トイレの入り口のドアを開けると、自動で明かりがついた。そこに、尚也さんの姿は無かった。
次に、個室をチェックする。鍵が閉まっている部屋はなかった。
「尚也さーん。いますか?」
返事は無い。個室のドアを、ひとつひとつ開けていく。が、やはり彼の姿は見当たらなかった。
どうしたものか。僕は、ただしばし、その場で呆然と立ち尽くしていた。
いつか、何処かで見たような場面。
屋上前の階段に座り、膝を抱えてうずくまる少年。
「相馬くーん」
男子トイレの入り口に立って、僕を呼ぶ学校の先生。
返事が無いと、個室に僕が入っているかどうかを確認しに来る。その日は、個室には誰も入っていなかった。
「あれ、相馬くんいない?」
そこに僕はいないよ。そう、心の中で呟きながら、僕は先生が何処かへいなくなってしまうのを待っている。
「おーい、相馬くーん。何処にいるの?」
先生が廊下に出る。遠ざかれ。遠ざかれ。僕は心の中で祈る。
僕の期待とは裏腹に、先生は僕のいる方向へ歩を進めてきた。足音がどんどん大きくなっていく。
ああ、もう終わりだ。先生が来る。
先生が、階段を上ってくる音。もう、踊り場のところまで来ている。
僕は真っ赤に晴れた両目をワイシャツでこすり、目回りについた涙をできるだけ沢山拭き取る。
「相馬くん、こんなところに居たの? 教室戻ろう」
先生が、今自分の目の前に立っている。それは重々わかっている。
だが、どうしても、その事実を受け入れたくなかった。頭が重い。いっぽうで、体は妙にふわふわする。

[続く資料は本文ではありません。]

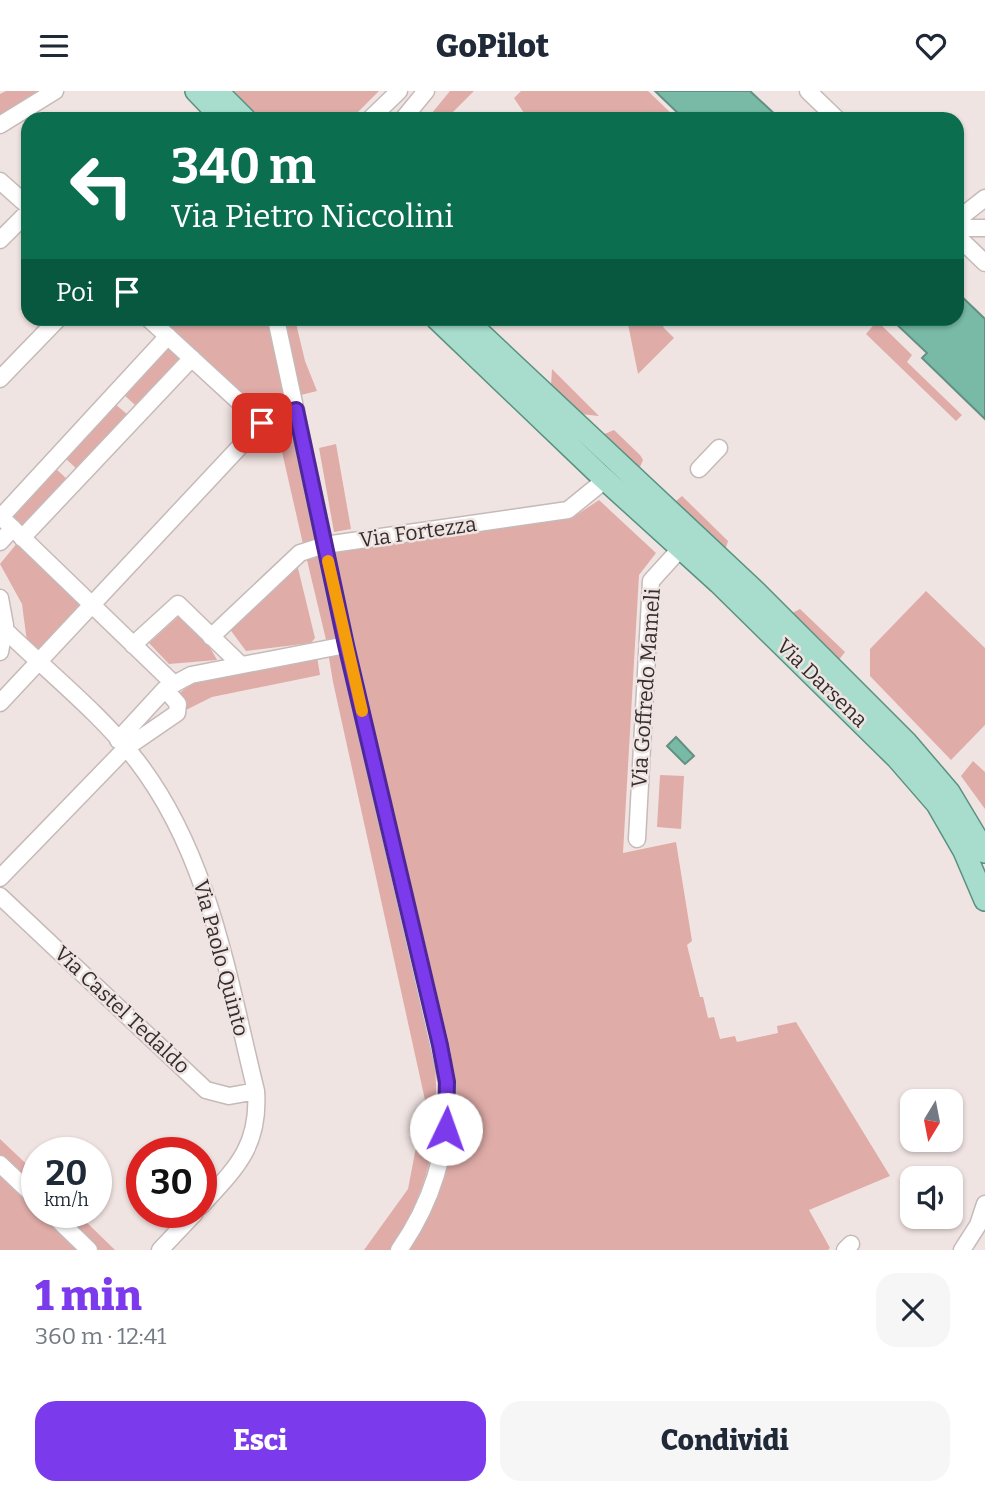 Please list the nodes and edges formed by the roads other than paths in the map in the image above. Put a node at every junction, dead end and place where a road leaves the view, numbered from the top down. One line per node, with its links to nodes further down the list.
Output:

睡眠リズムの乱れにより、僕はほとんど寝ていなかった。寝付こう、寝付こうと思うほど、目が冴えてしまって眠れない。学校のことを思うと、不安で心中穏やかでは無くなる。
このままでは、到底生きていける気がしない。未来のことなんか、想像したくもなかった。

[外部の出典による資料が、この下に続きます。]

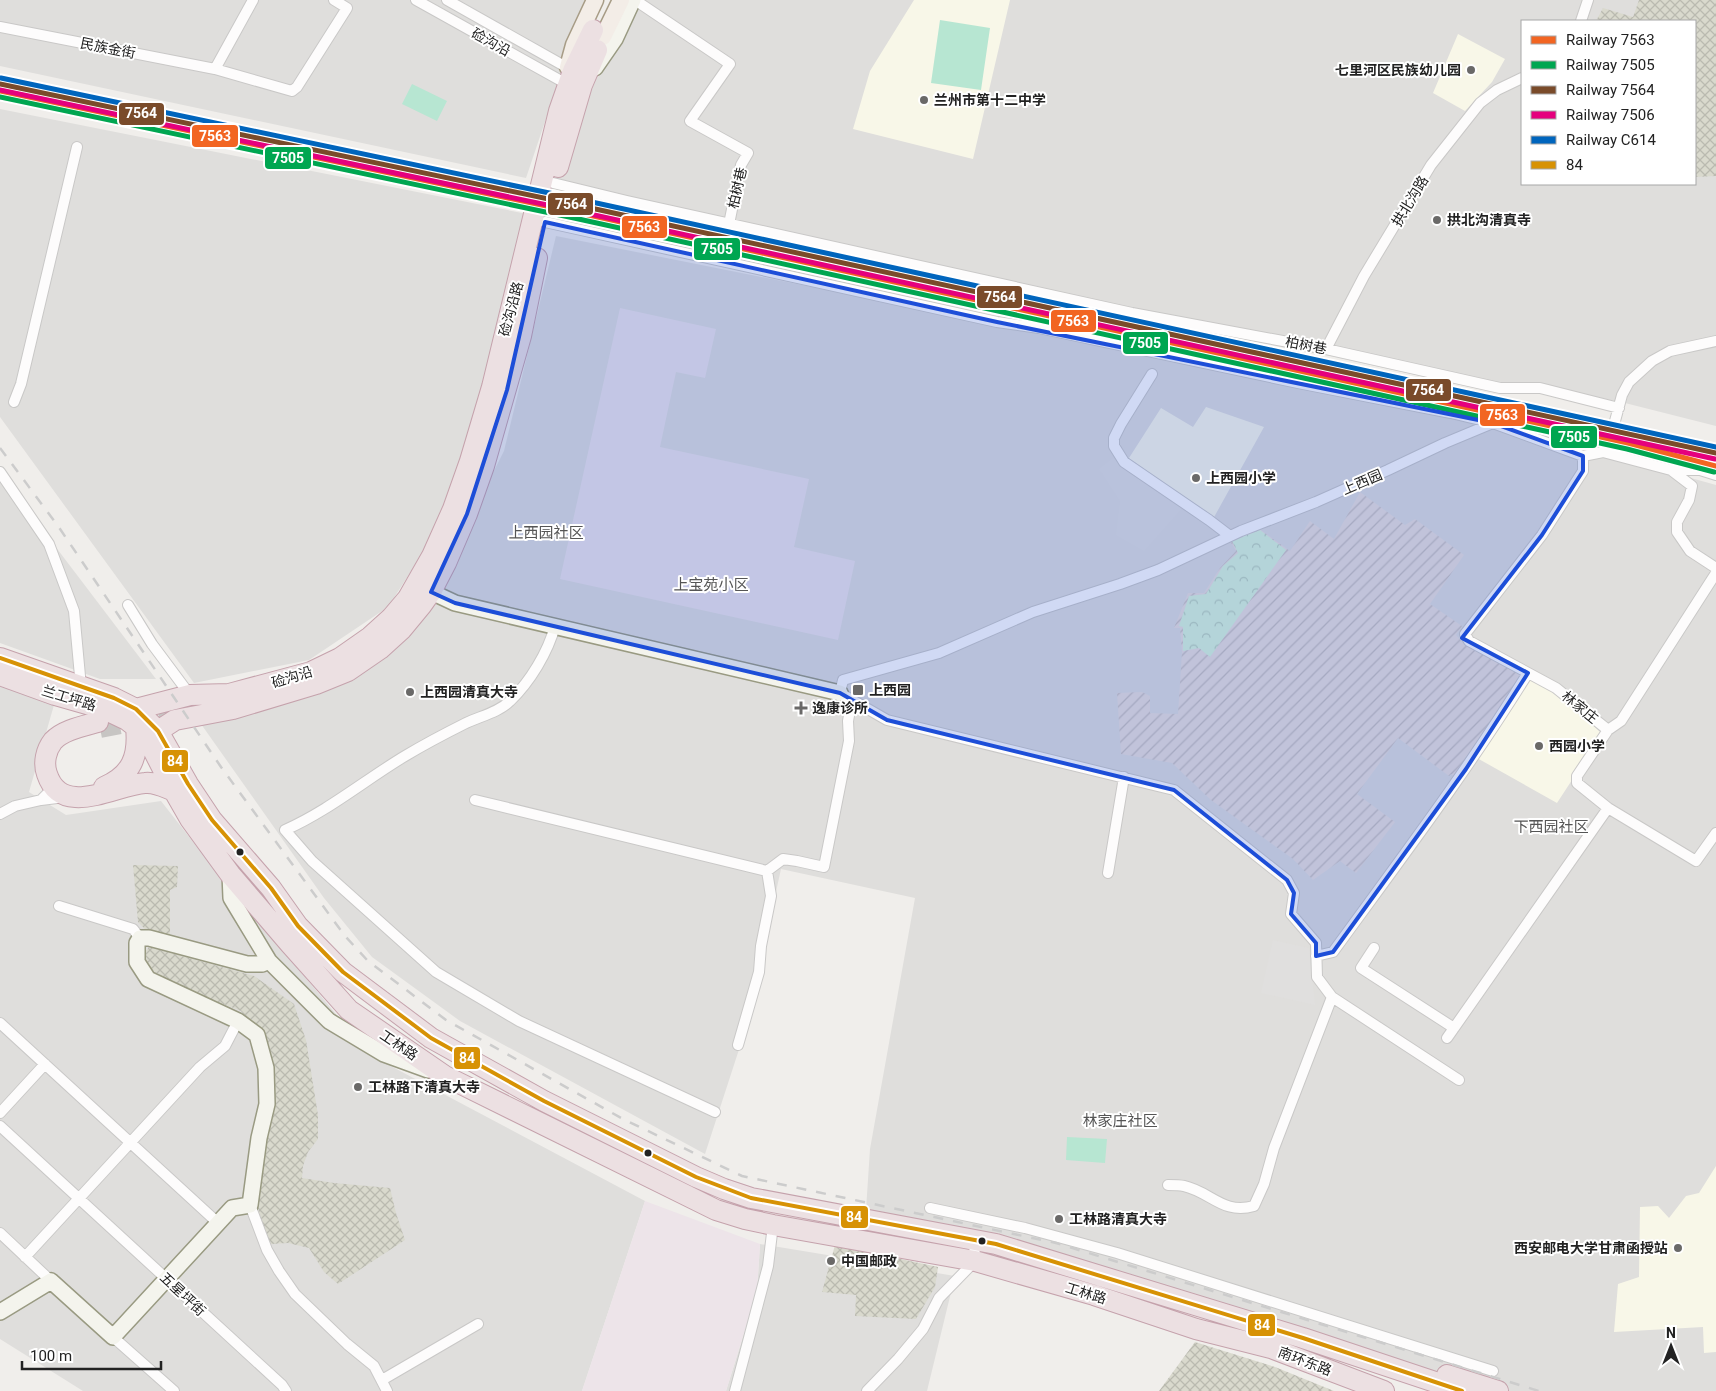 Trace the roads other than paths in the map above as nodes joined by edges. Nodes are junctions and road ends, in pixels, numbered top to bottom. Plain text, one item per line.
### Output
1 (253, 0) edge
2 (334, 0) edge
3 (416, 0) edge
4 (447, 0) edge
5 (595, 0) edge
6 (607, 0) edge
7 (621, 0) edge
8 (634, 0) edge
9 (1588, 0) edge
10 (1581, 20) edge
11 (0, 27) edge
12 (598, 33) junction
13 (215, 69) junction
14 (1521, 78) edge
15 (570, 84) junction
16 (77, 147) dead end
17 (554, 183) junction
18 (545, 222) junction
19 (729, 224) junction
20 (1716, 342) edge
21 (1326, 349) junction
22 (1152, 374) dead end
23 (14, 402) dead end
24 (1619, 408) junction
25 (1615, 421) tunnel mouth
26 (1493, 423) junction
27 (1609, 442) tunnel mouth
28 (1603, 452) junction
29 (1583, 456) junction
30 (1671, 470) junction
31 (0, 472) edge
32 (1716, 475) edge
33 (1230, 536) junction
34 (1716, 568) edge
35 (1716, 573) edge
36 (424, 588) junction
37 (128, 605) dead end
38 (555, 626) junction
39 (0, 658) edge
40 (1528, 673) junction
41 (0, 675) edge
42 (81, 686) junction
43 (846, 696) junction
44 (181, 706) junction
45 (136, 718) junction
46 (1608, 730) junction
47 (158, 731) junction
48 (1124, 777) junction
49 (50, 782) junction
50 (174, 792) junction
51 (72, 796) junction
52 (41, 800) junction
53 (475, 800) dead end
54 (1608, 808) junction
55 (0, 814) edge
56 (1716, 833) edge
57 (767, 871) junction
58 (1108, 873) dead end
59 (230, 874) junction
60 (59, 906) dead end
61 (140, 938) junction
62 (1374, 948) dead end
63 (1316, 956) junction
64 (269, 961) junction
65 (1332, 997) junction
66 (238, 1021) junction
67 (0, 1023) edge
68 (1454, 1028) junction
69 (1448, 1038) dead end
70 (738, 1045) dead end
71 (45, 1064) junction
72 (446, 1076) junction
73 (1459, 1080) dead end
74 (715, 1112) dead end
75 (0, 1113) edge
76 (0, 1126) edge
77 (130, 1142) junction
78 (1168, 1185) dead end
79 (79, 1198) junction
80 (250, 1205) junction
81 (930, 1208) dead end
82 (218, 1223) junction
83 (774, 1225) junction
84 (0, 1233) edge
85 (974, 1239) junction
86 (25, 1257) junction
87 (974, 1261) junction
88 (166, 1278) junction
89 (51, 1281) junction
90 (0, 1312) edge
91 (478, 1324) dead end
92 (1196, 1329) junction
93 (112, 1337) junction
94 (1303, 1338) junction
95 (1445, 1365) junction
96 (1493, 1371) dead end
97 (382, 1380) junction
98 (281, 1389) edge
99 (174, 1391) edge
100 (387, 1391) edge
101 (735, 1391) edge
102 (867, 1391) edge
103 (1348, 1391) edge
104 (1384, 1391) edge
105 (1462, 1391) edge
106 (1498, 1391) edge

1 - 13 street
2 - 13 street, 民族金街
3 - 15 street, 硷沟沿
4 - 15 street, 硷沟沿
5 - 15 main road
6 - 12 main road
7 - 12 main road
8 - 15 street
8 - 19 street, 柏树巷
9 - 10 street
11 - 13 street, 民族金街
12 - 15 highway, 硷沟沿路
14 - 21 street, 拱北沟路
15 - 17 highway, 硷沟沿路
15 - 36 highway, 硷沟沿路
16 - 23 street
17 - 18 highway, 硷沟沿路
17 - 19 street, 柏树巷
18 - 26 street
18 - 36 highway, 硷沟沿路
19 - 21 street, 柏树巷
20 - 24 street
21 - 24 street, 柏树巷
22 - 33 street
24 - 25 street
26 - 29 street
26 - 33 street, 上西园
27 - 28 street
28 - 29 street
28 - 30 street
29 - 40 street, 林家庄
30 - 32 street
30 - 34 street
31 - 42 street
33 - 43 street, 上西园
35 - 46 street
36 - 38 street
36 - 44 highway, 硷沟沿
36 - 44 highway, 硷沟沿
37 - 44 street
38 - 43 street
38 - 74 street
39 - 42 highway, 兰工坪路
40 - 46 street, 林家庄
40 - 63 street
41 - 45 highway, 兰工坪路
42 - 45 highway, 兰工坪路
43 - 48 street
43 - 57 street
44 - 45 highway
44 - 47 highway
45 - 47 highway, 工林路
45 - 49 highway
45 - 50 highway, 工林路
46 - 54 street, 林家庄
47 - 85 highway, 工林路
48 - 58 street
48 - 63 street
49 - 51 highway
49 - 52 street
50 - 51 highway
50 - 59 highway, 工林路
51 - 52 street
52 - 55 street
53 - 57 street
54 - 56 street, 林家庄
54 - 68 street
57 - 70 street
59 - 64 street
59 - 72 highway, 工林路
60 - 61 street
61 - 64 street
61 - 66 street
62 - 68 street
63 - 65 street
64 - 72 street
65 - 73 street
65 - 78 street
66 - 77 street
66 - 80 street
67 - 71 street
68 - 69 street
71 - 75 street
71 - 77 street
72 - 83 highway, 工林路
76 - 79 street, 五星坪街
77 - 79 street
77 - 82 street
79 - 86 street
79 - 88 street, 五星坪街
80 - 82 street
80 - 97 street
81 - 95 street
82 - 88 street
83 - 87 highway, 工林路
83 - 101 street
84 - 86 street
85 - 87 street
85 - 94 highway, 工林路
86 - 89 street
87 - 92 highway, 工林路
87 - 102 street
88 - 93 street
88 - 98 street, 五星坪街
89 - 90 street
89 - 93 street
91 - 97 street
92 - 103 highway
92 - 104 highway, 南环东路
93 - 99 street
94 - 95 highway
94 - 105 highway, 南环东路
95 - 96 street
95 - 106 highway
97 - 100 street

果たして、僕らしい僕、本当の僕とは、学校に行ける僕のことを言うのだろうか。もしそうなら、今の僕はいったい何者なのだろう。
今の僕が、今の僕である限り、輝かしい未来は訪れない。来る日も来る日も、学校に行ける自分、本当の自分を、夢にみていた。教室で他の生徒と、楽しく談笑する。部活でライバルと、タイムを競り合う。一度で良いから、そんな思い出をかじってみたい。
何度も、自分を変えようと試みた。
でも結局は、結局最後には、「僕」は「僕」として生きていくしか無いのだと思い知る。個性に色があるとすれば、僕の色は、きっと灰色だ。
学校に行けないという色。学校が合わないという個性。
何度やっても、自分の色を変えて、本当の自分に出会うことは出来なかった。
深呼吸をして、キャンプ場のトイレに意識を戻す。さあ、大変なことになった。
トイレのドアを開け、尚也さんがいなくなったことを伝えに、少し早足でみんなの居る場所に向かった。